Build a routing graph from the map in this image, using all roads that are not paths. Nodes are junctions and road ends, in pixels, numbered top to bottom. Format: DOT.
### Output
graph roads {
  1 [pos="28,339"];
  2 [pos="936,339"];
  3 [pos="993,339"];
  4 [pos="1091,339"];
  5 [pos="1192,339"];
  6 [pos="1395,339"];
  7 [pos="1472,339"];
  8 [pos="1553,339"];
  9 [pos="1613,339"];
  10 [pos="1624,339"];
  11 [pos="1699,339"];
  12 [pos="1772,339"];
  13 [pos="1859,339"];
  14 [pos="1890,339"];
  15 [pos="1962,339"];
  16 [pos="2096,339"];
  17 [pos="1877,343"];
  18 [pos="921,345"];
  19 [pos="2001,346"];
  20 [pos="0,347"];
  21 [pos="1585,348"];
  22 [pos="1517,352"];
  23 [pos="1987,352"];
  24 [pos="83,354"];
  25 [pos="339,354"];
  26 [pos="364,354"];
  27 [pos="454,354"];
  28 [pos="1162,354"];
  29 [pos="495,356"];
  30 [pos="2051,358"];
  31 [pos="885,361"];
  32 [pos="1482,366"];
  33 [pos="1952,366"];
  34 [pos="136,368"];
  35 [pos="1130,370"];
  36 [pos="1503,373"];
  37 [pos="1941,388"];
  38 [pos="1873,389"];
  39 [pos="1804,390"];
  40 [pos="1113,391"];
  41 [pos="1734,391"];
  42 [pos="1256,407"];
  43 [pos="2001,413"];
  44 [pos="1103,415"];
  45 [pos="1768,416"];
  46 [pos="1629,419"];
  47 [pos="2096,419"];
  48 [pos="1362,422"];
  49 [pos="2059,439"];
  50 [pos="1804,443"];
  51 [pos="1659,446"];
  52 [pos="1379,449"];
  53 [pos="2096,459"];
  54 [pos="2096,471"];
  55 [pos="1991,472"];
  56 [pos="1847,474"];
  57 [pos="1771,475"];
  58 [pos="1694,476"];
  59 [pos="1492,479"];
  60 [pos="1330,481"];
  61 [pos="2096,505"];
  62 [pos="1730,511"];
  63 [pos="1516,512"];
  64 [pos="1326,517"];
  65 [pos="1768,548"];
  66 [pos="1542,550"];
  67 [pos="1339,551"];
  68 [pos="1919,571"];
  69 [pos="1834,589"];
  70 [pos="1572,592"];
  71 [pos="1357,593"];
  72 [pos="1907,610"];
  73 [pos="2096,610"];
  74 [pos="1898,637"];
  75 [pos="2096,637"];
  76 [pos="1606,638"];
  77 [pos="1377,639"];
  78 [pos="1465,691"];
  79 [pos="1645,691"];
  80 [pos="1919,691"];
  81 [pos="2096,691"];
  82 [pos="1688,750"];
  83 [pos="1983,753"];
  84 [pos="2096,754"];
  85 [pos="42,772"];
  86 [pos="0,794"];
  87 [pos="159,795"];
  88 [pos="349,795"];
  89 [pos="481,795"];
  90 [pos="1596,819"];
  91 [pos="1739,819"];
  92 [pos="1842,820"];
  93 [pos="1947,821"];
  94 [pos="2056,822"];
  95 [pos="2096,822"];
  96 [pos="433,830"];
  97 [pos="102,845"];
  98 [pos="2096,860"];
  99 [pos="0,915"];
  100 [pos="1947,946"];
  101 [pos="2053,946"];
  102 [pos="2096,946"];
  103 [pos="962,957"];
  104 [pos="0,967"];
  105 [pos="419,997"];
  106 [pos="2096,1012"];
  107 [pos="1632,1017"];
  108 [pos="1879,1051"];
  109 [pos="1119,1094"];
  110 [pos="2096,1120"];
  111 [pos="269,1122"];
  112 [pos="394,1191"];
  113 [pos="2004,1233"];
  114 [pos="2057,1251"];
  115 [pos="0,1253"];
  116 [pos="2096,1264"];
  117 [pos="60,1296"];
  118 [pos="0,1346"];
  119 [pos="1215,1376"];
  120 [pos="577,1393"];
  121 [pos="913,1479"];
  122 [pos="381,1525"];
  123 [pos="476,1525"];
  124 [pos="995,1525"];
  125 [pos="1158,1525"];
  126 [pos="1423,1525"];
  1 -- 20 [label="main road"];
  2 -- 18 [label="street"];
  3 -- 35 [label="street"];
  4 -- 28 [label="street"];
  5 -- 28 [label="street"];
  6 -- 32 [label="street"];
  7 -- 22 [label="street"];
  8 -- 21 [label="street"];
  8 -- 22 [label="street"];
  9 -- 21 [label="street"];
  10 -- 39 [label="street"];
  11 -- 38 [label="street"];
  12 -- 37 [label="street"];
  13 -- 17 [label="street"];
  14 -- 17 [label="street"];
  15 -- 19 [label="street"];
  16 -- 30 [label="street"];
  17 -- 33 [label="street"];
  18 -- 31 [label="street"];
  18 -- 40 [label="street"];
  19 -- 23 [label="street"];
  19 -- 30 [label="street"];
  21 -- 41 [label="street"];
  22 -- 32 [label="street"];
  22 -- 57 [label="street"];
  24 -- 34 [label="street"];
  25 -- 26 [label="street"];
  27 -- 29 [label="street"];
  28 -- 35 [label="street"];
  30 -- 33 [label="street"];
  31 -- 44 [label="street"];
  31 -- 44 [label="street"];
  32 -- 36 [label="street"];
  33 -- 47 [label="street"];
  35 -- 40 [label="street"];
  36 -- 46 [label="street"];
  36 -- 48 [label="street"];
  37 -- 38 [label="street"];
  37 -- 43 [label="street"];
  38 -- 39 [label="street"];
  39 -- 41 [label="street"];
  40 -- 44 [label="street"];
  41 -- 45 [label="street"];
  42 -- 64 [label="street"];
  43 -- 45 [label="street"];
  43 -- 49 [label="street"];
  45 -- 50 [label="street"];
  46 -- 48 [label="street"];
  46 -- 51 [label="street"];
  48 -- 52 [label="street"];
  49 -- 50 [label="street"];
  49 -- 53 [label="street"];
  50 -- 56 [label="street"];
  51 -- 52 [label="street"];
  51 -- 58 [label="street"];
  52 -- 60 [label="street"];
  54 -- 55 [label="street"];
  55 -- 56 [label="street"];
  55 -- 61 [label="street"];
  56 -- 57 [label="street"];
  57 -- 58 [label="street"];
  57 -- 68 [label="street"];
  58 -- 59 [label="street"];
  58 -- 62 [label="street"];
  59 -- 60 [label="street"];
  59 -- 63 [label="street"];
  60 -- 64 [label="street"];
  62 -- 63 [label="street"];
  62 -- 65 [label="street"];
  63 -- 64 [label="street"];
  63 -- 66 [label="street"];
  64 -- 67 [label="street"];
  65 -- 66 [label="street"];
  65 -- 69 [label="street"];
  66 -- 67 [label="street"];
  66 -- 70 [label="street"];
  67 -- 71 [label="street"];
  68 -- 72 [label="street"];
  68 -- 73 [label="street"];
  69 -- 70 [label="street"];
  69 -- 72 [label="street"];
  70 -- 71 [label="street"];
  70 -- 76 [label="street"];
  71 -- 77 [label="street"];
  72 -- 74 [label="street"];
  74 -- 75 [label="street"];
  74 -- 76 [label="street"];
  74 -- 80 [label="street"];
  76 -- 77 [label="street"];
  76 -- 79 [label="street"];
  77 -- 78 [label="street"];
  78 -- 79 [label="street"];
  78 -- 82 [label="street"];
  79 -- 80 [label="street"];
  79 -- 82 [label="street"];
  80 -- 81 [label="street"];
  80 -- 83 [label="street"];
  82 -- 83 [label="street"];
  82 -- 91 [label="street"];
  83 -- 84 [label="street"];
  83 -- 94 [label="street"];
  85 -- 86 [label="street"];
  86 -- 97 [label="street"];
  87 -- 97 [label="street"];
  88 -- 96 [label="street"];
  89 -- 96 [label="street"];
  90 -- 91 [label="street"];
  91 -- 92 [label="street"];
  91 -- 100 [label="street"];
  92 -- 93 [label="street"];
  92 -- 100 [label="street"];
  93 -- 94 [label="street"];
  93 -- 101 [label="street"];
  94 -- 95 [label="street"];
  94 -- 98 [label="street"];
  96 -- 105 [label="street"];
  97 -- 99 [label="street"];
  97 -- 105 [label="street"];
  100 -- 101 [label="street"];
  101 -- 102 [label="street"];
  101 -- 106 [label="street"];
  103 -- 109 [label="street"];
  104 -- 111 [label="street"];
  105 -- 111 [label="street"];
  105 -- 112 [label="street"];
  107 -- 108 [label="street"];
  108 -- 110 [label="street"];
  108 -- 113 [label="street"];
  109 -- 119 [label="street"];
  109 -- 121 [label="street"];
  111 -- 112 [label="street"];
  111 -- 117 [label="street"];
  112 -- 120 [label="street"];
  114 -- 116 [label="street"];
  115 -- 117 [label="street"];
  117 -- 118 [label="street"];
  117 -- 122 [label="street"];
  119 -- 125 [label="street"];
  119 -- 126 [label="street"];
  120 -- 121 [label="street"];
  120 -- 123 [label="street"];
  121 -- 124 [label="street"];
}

= = =

* [Task to carry out]
Each line of the entries that contains the word "graph" should be listed.

* [Problem solution]
Build a routing graph from the map in this image, using all roads that are not paths. Nodes are junctions and road ends, in pixels, numbered top to bottom. Format: DOT.
graph roads {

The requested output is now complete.